(Extracted data entries)
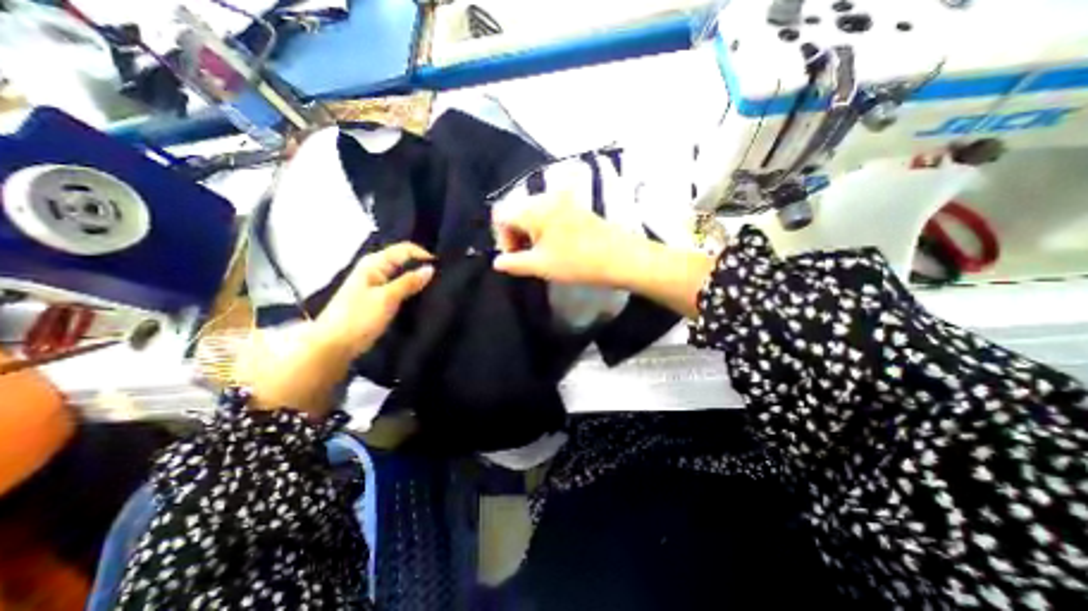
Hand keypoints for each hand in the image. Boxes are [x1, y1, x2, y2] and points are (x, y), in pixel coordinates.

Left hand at [241, 241, 433, 416]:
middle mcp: (374, 269)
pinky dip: (410, 288)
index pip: (404, 249)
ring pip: (402, 274)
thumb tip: (431, 268)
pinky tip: (421, 296)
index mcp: (374, 263)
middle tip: (442, 277)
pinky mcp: (377, 298)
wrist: (334, 345)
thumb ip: (409, 282)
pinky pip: (399, 286)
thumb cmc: (358, 318)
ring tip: (435, 286)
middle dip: (421, 265)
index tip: (442, 268)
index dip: (423, 255)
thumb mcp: (387, 298)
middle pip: (403, 260)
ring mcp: (375, 284)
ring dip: (417, 278)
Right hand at [493, 188, 715, 316]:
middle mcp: (546, 197)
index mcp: (534, 208)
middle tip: (526, 258)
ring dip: (530, 233)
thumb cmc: (577, 262)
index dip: (502, 239)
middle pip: (517, 212)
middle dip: (515, 235)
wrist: (620, 257)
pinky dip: (544, 229)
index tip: (514, 258)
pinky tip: (554, 247)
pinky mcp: (576, 208)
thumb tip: (497, 262)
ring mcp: (564, 200)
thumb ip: (513, 263)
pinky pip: (550, 214)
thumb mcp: (540, 265)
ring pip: (533, 213)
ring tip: (541, 255)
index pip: (502, 216)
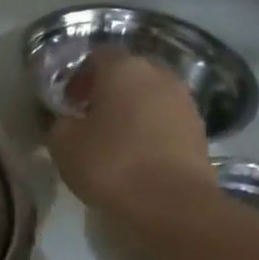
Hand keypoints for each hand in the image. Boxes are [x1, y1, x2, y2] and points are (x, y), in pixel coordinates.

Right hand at [48, 49, 217, 216]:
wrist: (171, 204)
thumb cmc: (111, 165)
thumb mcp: (64, 145)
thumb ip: (60, 123)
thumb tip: (67, 120)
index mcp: (124, 69)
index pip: (98, 55)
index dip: (80, 76)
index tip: (68, 103)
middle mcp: (159, 74)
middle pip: (128, 73)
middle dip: (107, 91)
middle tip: (89, 119)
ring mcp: (184, 101)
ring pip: (150, 96)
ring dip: (132, 110)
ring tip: (114, 139)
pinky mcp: (199, 129)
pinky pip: (166, 120)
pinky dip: (150, 130)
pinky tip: (138, 154)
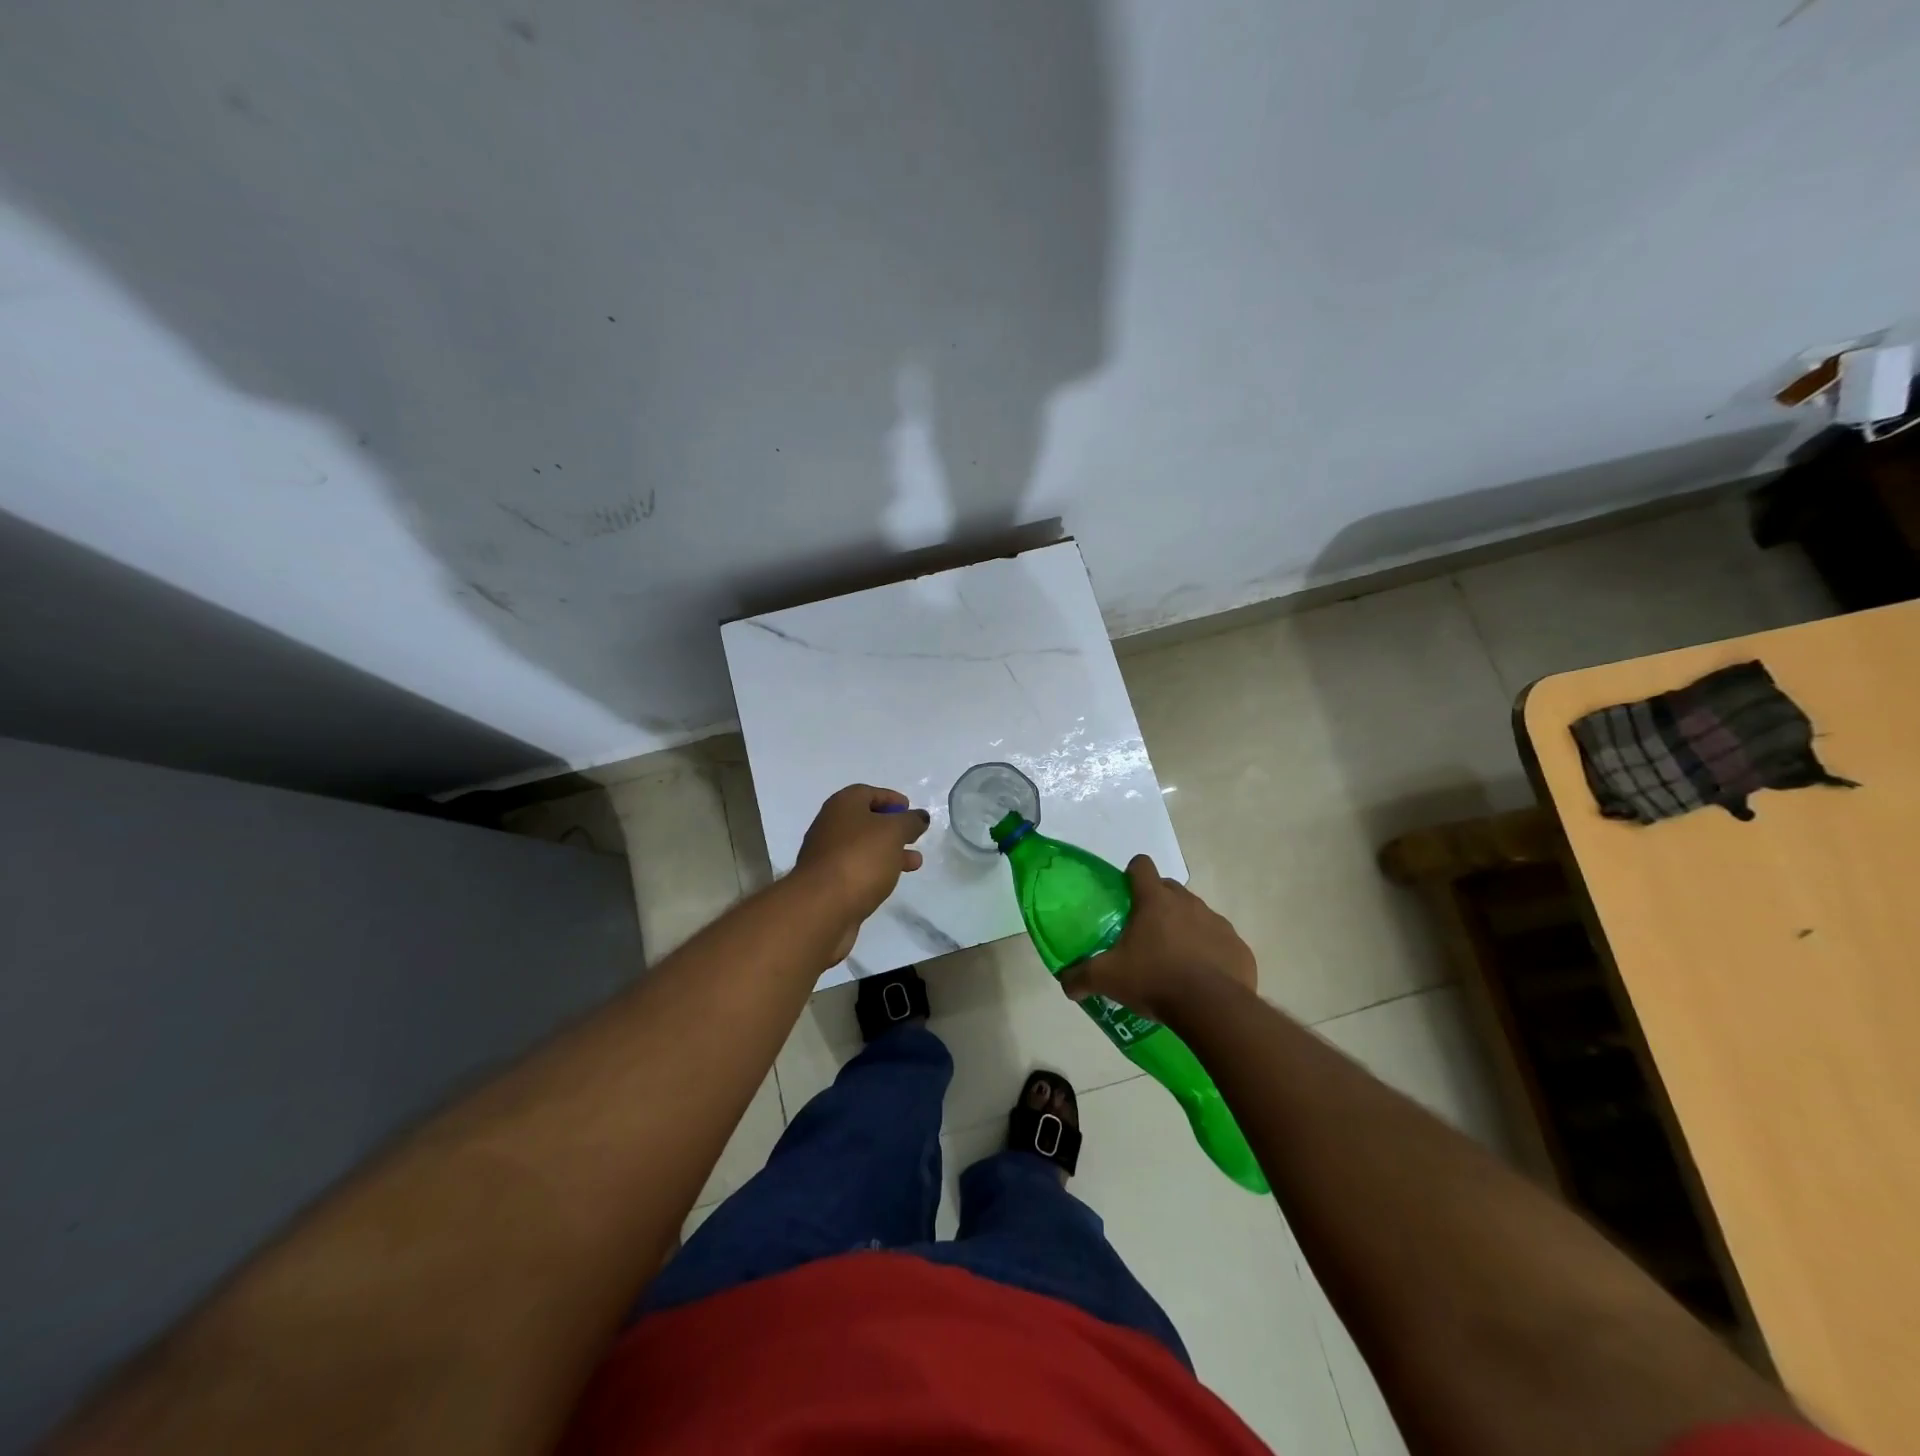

## PROBLEM TO WORK ON
Up to and including the line with "pinky mcp: (576, 208)", repeat every line from the top of the entries exactly, but not the pictures.

## RESPONSE AREA
Hand keypoints for each hand in the image. Boxes are [x1, y1, x2, y2] and points are (x, y), in pixel coordinates.

Left hand at [241, 241, 433, 416]:
middle mcp: (374, 269)
pinky dip: (410, 288)
index pip: (404, 249)
ring pip: (402, 274)
thumb tip: (431, 268)
pinky tip: (421, 296)
index mcp: (374, 263)
middle tip: (442, 277)
pinky mcp: (377, 298)
wrist: (334, 345)
thumb ip: (409, 282)
pinky pip: (399, 286)
thumb cmc: (358, 318)
ring tip: (435, 286)
middle dip: (421, 265)
index tip: (442, 268)
index dip: (423, 255)
thumb mcp: (387, 298)
middle pip: (403, 260)
ring mcp: (375, 284)
ring dip: (417, 278)
Right hand at [493, 188, 715, 316]:
middle mcp: (546, 197)
index mcp: (534, 208)
middle tip: (526, 258)
ring dip: (530, 233)
thumb cmc: (577, 262)
index dip: (502, 239)
middle pip: (517, 212)
middle dip: (515, 235)
wrist: (620, 257)
pinky dip: (544, 229)
index tip: (514, 258)
pinky tip: (554, 247)
pinky mcp: (576, 208)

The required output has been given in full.